Problem details
Please copy each line of the data that includes the string "bridge".

The data
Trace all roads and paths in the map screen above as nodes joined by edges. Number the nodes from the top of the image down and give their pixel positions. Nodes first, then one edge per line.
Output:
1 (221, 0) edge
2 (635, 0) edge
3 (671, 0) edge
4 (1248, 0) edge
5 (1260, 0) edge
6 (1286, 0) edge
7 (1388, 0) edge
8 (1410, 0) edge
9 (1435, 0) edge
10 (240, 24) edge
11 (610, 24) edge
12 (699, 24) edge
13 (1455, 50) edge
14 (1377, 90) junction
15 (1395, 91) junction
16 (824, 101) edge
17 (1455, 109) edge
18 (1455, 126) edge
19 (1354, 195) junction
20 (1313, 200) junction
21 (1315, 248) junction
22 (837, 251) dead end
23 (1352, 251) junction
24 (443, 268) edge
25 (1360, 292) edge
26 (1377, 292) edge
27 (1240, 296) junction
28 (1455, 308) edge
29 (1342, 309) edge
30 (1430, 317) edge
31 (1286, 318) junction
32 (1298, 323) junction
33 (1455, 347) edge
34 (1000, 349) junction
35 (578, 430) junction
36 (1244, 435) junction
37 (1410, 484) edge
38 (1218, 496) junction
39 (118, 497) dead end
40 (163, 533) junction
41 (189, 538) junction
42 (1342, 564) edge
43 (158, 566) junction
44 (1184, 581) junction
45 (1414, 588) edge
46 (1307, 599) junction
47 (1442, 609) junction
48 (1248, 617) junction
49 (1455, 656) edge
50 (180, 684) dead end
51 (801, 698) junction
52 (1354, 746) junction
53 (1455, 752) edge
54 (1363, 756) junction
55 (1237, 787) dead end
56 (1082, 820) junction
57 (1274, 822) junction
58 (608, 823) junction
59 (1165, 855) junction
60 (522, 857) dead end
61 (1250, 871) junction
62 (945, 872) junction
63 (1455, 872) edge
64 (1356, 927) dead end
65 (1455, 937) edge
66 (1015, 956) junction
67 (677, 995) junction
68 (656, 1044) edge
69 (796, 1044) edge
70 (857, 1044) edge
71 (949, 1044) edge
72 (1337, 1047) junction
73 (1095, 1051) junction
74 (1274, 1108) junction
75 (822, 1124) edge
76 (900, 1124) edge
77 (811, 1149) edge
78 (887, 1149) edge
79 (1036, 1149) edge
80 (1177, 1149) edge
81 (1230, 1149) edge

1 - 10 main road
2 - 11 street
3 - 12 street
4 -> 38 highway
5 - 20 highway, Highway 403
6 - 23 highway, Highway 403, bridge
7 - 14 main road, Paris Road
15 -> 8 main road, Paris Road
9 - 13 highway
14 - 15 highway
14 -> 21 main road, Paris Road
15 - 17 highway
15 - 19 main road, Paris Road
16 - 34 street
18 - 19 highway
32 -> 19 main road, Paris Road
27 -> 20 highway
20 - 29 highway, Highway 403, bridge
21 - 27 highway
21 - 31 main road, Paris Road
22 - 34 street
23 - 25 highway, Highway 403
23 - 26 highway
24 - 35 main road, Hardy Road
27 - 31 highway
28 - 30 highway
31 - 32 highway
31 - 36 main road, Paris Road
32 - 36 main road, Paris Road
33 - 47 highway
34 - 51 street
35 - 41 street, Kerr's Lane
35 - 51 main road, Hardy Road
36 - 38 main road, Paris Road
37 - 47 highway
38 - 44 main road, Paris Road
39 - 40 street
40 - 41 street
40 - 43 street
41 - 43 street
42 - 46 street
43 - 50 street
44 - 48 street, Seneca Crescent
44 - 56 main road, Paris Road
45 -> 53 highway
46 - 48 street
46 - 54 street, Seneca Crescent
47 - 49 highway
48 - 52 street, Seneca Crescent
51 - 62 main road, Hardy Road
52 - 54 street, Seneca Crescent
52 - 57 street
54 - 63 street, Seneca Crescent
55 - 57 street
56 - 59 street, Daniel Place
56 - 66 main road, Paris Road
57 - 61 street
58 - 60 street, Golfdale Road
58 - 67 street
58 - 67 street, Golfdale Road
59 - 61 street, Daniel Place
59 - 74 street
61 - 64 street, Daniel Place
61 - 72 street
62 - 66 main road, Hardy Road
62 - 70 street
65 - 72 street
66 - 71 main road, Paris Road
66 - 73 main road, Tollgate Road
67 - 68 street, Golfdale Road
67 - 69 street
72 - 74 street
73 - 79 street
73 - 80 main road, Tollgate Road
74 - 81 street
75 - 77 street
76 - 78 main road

Response to this exercise
6 - 23 highway, Highway 403, bridge
20 - 29 highway, Highway 403, bridge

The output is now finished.